Para peneliti di ETH Zurich telah mengembangkan bahan bangunan inovatif yang dapat mengikat kelembapan, yang berpotensi merevolusi pengendalian iklim dalam ruangan, secara signifikan mengurangi konsumsi energi dan emisi gas rumah kaca.
Sebuah tim peneliti di ETH Zurich telah meluncurkan material pengikat kelembapan perintis yang dirancang untuk mengatur kelembapan dalam ruangan secara pasif, yang menjanjikan kemajuan signifikan dalam teknologi bangunan berkelanjutan. Terobosan ini, diterbitkan dalam jurnal Nature Communications, dapat secara drastis mengurangi ketergantungan pada sistem ventilasi mekanis yang membutuhkan banyak energi, mendorong pendekatan yang lebih ramah lingkungan terhadap pengendalian iklim dalam ruangan.
Baik di kantor, museum, atau ruang tunggu umum, ruang yang penuh sesak sering kali mengalami peningkatan tingkat kelembapan, yang menyebabkan ketidaknyamanan. Secara tradisional, sistem ventilasi mekanis telah digunakan untuk mengatasi masalah ini, meskipun dengan konsumsi energi dan jejak karbon yang besar.
Mencari solusi yang lebih ramah lingkungan, para peneliti ETH Zurich berfokus pada material yang menyerap kelembapan melalui dinding dan langit-langit, menyimpannya sementara alih-alih mengeluarkannya melalui cara mekanis.
“Solusi kami cocok untuk ruang dengan lalu lintas tinggi yang sistem ventilasinya tidak memadai,” kata Guillaume Habert, seorang profesor konstruksi berkelanjutan di ETH Zurich yang mengawasi proyek tersebut, dalam sebuah pernyataan. rilis berita.
Serbuk Marmer Bekas Menemukan Kehidupan Baru
Dengan menekankan prinsip ekonomi sirkular, para peneliti memanfaatkan limbah hasil tambang marmer yang digiling halus sebagai bahan dasar. Mereka kemudian menggunakan pengikat geopolimer — yang terdiri dari metakaolin dan larutan alkali — untuk mengubah bubuk ini menjadi komponen pengikat kelembapan padat melalui teknik pencetakan 3D.
Proyek ETH berhasil menghasilkan prototipe komponen berukuran 20 x 20 cm dan tebal 4 cm.
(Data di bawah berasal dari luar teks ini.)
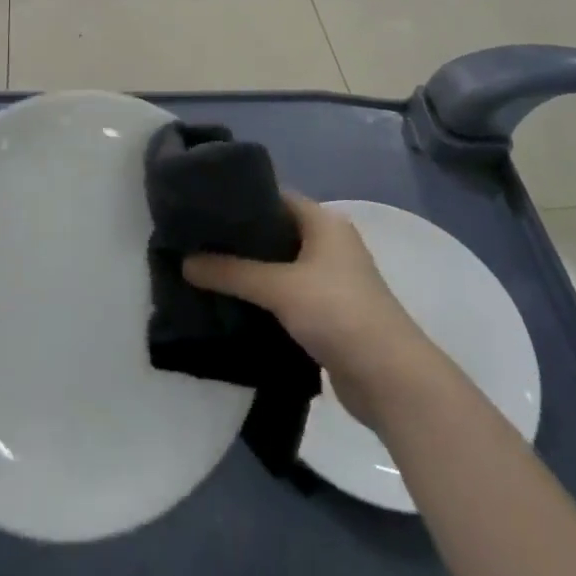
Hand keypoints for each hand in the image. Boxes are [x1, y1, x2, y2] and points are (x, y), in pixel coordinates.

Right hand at [183, 193, 437, 427]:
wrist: (390, 379)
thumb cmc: (338, 312)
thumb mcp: (279, 287)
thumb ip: (231, 272)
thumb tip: (185, 262)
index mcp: (324, 222)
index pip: (275, 197)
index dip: (241, 200)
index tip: (203, 207)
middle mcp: (329, 244)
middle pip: (276, 232)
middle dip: (240, 239)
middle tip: (197, 242)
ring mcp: (331, 281)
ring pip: (281, 267)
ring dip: (251, 272)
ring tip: (207, 271)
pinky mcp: (328, 315)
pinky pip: (288, 296)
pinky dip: (264, 299)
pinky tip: (233, 305)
Proses pencetakan 3D memungkinkan produksi berbagai bentuk secara efisien, sebagaimana dicatat oleh Benjamin Dillenburger, seorang profesor teknologi bangunan digital, yang memimpin kelompok produksi pencetakan 3D.
“Proses ini memungkinkan produksi komponen yang efisien dalam berbagai bentuk,” kata Dillenburger dalam rilis berita tersebut.
Kenyamanan dan Keberlanjutan yang Ditingkatkan
Magda Posani, sekarang seorang profesor di Universitas Aalto di Finlandia, memimpin studi tentang sifat higroskopis material tersebut.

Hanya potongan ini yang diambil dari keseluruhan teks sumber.